Records from a collection:
Segment Open
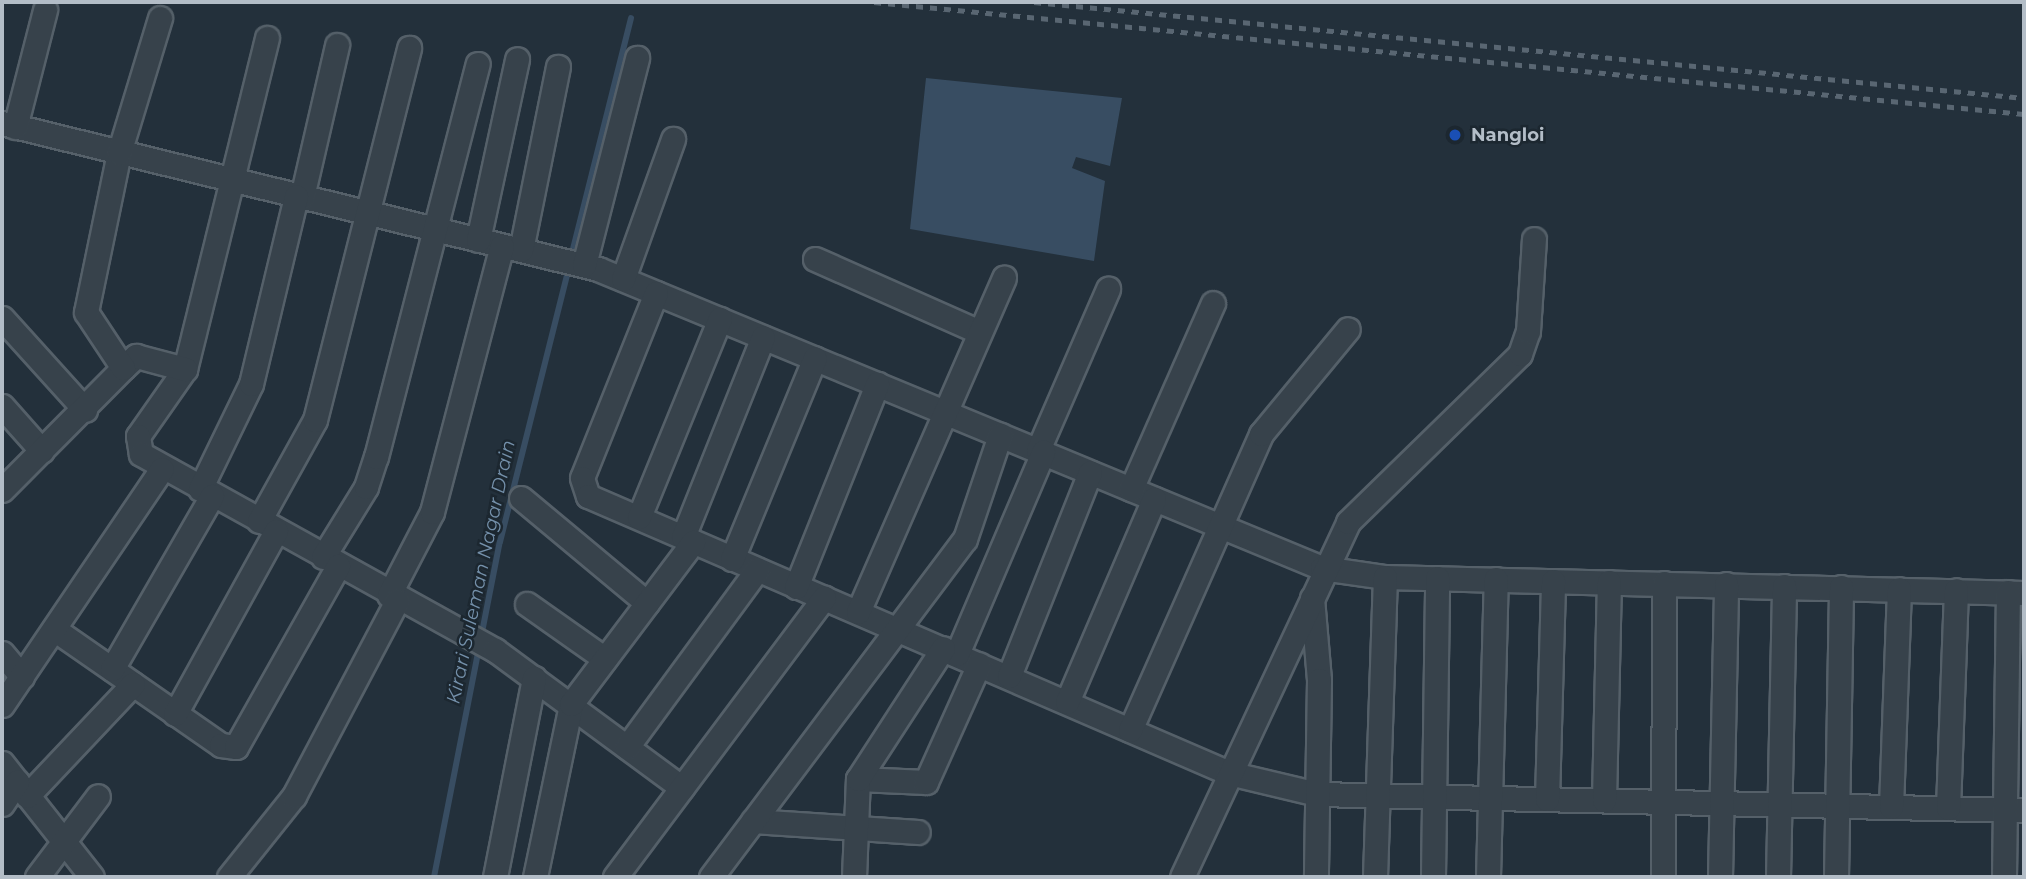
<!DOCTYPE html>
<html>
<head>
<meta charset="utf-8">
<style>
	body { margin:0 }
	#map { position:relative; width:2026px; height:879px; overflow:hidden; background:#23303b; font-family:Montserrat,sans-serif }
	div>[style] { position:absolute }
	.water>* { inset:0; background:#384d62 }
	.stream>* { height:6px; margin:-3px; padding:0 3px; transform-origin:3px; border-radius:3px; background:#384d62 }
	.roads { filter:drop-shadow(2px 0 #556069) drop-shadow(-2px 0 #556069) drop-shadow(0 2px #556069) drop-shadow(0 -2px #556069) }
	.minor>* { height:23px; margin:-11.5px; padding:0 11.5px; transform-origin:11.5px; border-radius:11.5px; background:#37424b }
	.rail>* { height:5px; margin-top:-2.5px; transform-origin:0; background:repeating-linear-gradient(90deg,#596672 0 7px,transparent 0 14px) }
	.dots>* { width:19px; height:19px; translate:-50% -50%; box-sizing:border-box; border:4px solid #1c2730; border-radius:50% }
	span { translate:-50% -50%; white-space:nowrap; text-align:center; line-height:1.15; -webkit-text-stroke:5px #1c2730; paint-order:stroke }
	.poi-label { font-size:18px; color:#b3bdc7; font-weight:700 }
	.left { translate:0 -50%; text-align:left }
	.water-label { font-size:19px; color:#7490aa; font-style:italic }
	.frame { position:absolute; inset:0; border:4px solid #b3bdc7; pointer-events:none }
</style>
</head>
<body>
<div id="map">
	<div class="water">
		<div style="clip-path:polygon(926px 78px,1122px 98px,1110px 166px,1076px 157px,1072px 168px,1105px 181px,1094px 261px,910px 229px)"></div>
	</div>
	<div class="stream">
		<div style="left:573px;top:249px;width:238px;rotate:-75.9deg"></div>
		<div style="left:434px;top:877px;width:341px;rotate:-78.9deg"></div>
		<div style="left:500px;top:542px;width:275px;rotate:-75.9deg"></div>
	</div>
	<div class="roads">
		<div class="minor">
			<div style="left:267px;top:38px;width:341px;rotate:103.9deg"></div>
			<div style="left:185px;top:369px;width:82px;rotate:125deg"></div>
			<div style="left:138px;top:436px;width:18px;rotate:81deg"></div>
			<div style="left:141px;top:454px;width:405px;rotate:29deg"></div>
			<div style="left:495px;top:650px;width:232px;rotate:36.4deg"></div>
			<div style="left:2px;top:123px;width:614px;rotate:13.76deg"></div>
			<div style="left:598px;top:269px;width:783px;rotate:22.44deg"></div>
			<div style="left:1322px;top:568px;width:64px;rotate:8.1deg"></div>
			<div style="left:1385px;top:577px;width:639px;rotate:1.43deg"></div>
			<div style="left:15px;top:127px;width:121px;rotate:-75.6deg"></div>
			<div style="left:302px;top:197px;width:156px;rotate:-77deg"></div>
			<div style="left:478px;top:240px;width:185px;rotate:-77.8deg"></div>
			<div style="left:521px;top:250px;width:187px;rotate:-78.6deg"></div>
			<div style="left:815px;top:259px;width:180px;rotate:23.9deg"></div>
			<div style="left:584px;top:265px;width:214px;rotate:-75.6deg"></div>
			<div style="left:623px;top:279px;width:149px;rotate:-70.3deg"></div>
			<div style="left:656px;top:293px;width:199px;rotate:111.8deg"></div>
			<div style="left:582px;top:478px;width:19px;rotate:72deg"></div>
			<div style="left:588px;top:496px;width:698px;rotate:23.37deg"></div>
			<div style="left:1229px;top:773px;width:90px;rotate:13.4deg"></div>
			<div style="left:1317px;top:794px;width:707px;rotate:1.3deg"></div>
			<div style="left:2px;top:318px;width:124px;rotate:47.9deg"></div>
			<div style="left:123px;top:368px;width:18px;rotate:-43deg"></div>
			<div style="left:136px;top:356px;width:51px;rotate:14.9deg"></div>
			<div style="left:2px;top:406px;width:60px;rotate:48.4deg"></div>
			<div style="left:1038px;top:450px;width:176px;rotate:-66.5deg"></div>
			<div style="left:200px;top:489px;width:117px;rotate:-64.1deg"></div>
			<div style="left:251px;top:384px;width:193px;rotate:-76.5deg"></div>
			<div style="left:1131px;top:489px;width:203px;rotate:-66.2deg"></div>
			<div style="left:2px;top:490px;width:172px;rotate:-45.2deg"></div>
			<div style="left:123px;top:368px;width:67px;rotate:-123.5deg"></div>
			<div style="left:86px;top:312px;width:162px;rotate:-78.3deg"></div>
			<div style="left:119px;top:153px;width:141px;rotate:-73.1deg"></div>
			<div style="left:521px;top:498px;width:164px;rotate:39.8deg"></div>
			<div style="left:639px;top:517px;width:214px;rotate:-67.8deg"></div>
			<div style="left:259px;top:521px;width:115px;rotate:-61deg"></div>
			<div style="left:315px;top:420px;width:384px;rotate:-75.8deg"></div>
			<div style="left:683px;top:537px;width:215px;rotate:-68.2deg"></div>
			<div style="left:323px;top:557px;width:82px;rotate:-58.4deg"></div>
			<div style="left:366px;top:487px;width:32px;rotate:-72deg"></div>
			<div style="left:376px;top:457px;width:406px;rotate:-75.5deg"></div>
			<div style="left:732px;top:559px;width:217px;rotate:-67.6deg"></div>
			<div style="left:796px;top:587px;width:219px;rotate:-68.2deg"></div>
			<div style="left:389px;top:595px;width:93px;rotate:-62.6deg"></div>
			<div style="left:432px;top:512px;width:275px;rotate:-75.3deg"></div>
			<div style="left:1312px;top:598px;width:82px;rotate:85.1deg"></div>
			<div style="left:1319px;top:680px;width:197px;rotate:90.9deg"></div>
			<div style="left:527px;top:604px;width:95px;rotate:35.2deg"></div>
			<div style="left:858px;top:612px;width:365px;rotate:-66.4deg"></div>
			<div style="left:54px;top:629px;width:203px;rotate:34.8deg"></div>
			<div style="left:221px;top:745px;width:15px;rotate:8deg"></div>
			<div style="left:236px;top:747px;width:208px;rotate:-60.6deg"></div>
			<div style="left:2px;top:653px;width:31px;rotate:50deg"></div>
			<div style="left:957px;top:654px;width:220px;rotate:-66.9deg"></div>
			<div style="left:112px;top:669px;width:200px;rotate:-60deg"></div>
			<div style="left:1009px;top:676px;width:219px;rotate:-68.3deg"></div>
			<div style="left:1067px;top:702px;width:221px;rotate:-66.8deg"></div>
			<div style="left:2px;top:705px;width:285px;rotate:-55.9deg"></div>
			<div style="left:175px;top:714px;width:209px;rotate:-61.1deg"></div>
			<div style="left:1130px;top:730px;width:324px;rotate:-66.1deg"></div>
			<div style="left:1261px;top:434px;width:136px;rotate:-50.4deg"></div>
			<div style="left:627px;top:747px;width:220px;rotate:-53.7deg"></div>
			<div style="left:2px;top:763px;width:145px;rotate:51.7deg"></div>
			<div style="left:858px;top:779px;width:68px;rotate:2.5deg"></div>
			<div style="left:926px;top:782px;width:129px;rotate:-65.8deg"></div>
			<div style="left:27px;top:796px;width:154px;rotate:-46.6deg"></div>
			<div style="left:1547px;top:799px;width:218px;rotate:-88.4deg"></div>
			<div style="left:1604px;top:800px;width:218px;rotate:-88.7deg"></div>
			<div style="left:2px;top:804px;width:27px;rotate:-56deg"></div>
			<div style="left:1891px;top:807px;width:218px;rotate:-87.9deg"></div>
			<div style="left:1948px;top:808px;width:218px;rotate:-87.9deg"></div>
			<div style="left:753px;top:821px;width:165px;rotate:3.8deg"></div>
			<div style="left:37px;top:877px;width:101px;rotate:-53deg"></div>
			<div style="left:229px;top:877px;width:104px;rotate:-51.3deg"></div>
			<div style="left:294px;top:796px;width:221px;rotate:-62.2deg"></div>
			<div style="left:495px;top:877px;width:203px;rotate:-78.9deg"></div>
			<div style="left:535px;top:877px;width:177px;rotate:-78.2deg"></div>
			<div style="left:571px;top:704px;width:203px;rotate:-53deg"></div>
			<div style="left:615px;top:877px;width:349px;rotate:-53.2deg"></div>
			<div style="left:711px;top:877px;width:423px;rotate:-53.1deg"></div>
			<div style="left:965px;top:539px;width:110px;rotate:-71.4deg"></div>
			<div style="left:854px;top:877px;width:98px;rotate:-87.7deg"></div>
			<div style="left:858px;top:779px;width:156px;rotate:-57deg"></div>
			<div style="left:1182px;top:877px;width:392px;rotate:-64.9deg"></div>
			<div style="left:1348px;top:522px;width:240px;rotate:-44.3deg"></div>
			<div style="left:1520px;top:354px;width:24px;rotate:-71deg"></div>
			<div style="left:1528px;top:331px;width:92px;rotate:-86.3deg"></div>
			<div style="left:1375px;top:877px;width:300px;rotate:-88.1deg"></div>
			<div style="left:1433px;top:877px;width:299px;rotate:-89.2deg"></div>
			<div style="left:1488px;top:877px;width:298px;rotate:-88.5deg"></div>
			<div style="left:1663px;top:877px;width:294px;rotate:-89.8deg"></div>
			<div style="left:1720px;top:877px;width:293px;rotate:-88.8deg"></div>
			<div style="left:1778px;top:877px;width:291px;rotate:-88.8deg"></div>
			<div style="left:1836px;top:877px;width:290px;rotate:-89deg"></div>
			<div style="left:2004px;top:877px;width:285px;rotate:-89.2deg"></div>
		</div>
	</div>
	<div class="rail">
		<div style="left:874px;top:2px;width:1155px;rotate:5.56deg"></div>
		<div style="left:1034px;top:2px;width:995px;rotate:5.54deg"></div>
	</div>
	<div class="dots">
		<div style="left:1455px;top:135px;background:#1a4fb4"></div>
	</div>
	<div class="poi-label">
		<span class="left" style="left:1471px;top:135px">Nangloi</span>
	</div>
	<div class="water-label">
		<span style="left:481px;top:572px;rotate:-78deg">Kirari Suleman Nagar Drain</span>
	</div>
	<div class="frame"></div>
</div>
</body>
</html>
Segment Closed
Exercise instructions
Track down every line in the entries that includes the string "stream", and copy it.

Response below
	.stream>* { height:6px; margin:-3px; padding:0 3px; transform-origin:3px; border-radius:3px; background:#384d62 }
	<div class="stream">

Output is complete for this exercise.